2. Move important ones to the root and add categories.

When you find an old note you reference often, move it from /old vault/.../ to the root, open its properties, and add a categories: list with relevant wikilinks. It now joins the Celestial flow.

3. Selectively bulk-update with a tags-to-categories migration.

If your old vault used tags for organization, you can convert them to wikilink categories. Obsidian's built-in find and replace (Cmd + Shift + F on Mac, Ctrl + Shift + F on Windows) handles this well. Find #tag-name → replace with *Tag Name* and add a categories: line at the top.

Don't bulk-update everything.

The temptation is to spend a Saturday "porting" your old vault. Resist. Most of those notes you won't open again. Instead, port a note only when you actually need it — that way you only pay the migration cost on notes you'd actually use.


Deleting /old vault/ Once You're Done

Once you've ported (or decided not to port) your imported notes, the /old vault/ folder is just dead weight in your file explorer. Three options:

1. Delete it.

Right-click → Delete. Gone. (Make sure your original vault is still on disk somewhere else if you want to keep it as backup.)

2. Hide it from the file explorer.

Add old vault to Settings → Files & Links → Excluded files. The folder still exists on disk but won't show in Obsidian.

3. Keep it as a fossil layer.

Leave it. Notes inside still work, still appear in search, still show in the graph. The folder name "old vault" makes its purpose obvious to future-you.


Common Issues

"The importer says my old vault doesn't exist."

Make sure you pointed the picker at the root of the old vault — the folder that contains the .obsidian/ subfolder. Not a subfolder inside the old vault.

"Some images or attachments are missing after import."

The importer copies files by walking the old vault's folder tree. If you had files in unusual locations (e.g., a relative path outside the vault folder, or symlinked from elsewhere), they wouldn't be picked up. Look at any broken embed in the imported notes; the path will tell you where the original was. The import summary also tells you if any files were skipped or errored.

"I got a 'Template parsing error' during import."

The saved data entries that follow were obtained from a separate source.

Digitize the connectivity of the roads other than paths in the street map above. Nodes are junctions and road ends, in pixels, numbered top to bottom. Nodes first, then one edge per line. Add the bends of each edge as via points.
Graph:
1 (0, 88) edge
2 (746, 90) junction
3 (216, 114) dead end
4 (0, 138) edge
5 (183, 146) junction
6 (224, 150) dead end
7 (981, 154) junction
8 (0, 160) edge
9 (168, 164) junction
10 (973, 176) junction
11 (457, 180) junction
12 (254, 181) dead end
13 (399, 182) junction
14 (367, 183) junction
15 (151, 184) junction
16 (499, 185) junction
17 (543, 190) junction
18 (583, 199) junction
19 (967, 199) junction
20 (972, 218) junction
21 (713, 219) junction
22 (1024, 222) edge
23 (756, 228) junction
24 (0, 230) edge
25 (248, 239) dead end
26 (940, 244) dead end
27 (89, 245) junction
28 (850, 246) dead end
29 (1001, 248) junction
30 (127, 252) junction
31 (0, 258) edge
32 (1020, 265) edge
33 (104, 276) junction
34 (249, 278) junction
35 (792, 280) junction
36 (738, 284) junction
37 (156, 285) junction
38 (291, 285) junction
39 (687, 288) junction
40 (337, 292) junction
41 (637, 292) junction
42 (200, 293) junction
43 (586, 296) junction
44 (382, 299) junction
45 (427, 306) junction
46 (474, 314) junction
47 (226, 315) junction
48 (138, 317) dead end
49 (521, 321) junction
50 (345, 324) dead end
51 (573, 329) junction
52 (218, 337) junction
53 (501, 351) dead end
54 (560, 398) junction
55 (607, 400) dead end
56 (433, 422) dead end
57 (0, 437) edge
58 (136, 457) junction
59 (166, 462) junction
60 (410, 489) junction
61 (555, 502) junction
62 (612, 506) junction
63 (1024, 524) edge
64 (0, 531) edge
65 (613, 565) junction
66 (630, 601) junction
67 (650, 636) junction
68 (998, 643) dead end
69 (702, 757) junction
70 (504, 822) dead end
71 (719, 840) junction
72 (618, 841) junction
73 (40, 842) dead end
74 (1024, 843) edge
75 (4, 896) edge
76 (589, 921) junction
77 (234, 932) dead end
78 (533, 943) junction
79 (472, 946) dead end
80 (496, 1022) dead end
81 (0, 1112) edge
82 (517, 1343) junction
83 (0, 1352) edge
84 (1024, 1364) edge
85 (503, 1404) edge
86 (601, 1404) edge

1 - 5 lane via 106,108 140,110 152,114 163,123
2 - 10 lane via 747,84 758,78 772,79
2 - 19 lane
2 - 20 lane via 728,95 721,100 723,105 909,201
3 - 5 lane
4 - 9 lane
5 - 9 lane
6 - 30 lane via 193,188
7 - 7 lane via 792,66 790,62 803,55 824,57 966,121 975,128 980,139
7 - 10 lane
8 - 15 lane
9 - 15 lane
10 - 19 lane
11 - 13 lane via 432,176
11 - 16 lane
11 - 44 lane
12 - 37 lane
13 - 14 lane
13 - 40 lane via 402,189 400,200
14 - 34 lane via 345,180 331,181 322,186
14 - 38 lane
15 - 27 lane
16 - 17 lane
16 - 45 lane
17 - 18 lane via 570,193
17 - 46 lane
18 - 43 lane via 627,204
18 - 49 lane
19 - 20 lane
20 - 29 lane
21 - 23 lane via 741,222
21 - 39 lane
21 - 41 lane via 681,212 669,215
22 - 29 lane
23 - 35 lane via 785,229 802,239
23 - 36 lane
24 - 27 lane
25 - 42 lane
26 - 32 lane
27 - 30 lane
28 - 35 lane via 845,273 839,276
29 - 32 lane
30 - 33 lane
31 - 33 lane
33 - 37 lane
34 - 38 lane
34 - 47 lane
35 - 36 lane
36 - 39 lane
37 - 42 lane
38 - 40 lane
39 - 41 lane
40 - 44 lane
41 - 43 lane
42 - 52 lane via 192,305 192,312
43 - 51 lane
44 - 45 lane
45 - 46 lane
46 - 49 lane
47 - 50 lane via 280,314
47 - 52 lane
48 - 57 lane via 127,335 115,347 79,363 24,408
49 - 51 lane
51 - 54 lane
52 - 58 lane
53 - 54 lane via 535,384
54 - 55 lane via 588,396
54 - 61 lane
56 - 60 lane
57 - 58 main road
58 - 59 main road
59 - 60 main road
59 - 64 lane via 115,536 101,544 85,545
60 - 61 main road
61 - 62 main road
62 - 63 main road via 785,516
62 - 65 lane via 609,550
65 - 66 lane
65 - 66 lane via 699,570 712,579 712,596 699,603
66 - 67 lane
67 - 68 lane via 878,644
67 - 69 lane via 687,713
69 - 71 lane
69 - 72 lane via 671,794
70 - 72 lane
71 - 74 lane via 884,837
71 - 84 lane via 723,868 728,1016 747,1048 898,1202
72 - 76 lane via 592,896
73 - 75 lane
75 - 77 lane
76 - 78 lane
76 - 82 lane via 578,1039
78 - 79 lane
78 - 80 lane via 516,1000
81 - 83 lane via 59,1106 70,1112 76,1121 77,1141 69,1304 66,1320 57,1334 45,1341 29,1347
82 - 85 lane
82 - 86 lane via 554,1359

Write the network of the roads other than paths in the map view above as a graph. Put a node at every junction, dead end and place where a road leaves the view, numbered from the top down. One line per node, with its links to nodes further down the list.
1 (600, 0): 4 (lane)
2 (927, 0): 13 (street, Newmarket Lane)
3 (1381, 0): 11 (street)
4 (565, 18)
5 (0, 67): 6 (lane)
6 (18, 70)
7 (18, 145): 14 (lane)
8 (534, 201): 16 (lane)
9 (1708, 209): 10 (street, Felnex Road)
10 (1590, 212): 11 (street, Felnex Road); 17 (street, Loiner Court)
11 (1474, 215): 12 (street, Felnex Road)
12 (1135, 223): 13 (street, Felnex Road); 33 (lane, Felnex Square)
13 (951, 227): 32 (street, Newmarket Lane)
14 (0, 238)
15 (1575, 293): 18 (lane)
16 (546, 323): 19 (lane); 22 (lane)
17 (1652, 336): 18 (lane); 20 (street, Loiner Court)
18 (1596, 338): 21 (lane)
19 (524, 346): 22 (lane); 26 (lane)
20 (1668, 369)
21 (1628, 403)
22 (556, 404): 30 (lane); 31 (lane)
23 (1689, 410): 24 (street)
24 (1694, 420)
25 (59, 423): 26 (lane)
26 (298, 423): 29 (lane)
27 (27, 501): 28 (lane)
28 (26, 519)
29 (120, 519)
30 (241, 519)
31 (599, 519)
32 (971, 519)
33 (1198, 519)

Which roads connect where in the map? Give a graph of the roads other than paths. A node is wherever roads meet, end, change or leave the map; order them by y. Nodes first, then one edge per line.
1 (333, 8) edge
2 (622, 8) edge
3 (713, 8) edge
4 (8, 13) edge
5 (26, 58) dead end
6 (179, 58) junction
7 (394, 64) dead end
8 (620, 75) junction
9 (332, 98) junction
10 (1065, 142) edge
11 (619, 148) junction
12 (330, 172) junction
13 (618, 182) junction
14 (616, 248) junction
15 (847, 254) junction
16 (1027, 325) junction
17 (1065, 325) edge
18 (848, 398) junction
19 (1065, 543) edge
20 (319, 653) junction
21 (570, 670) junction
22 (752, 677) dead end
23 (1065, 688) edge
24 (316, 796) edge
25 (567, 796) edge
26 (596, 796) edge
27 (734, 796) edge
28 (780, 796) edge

Older versions of the importer ran imported notes through the templating engine, and complex vaults could trip it: an error mid-import, and in some cases silently modified content. v2.1.0 fixed this. Imported notes are now copied verbatim and never touched by templates.

If you're seeing this error, update first (Settings → Celestial Plugin → Updates → Check for updates), then re-run the import.

"My templates are imported but Templater can't find them."

Open Settings → Templater and update the Template folder location to point at old vault/<name>/Templates/ (or wherever your imported templates landed). Or copy the templates into Celestial's main Templates/ folder.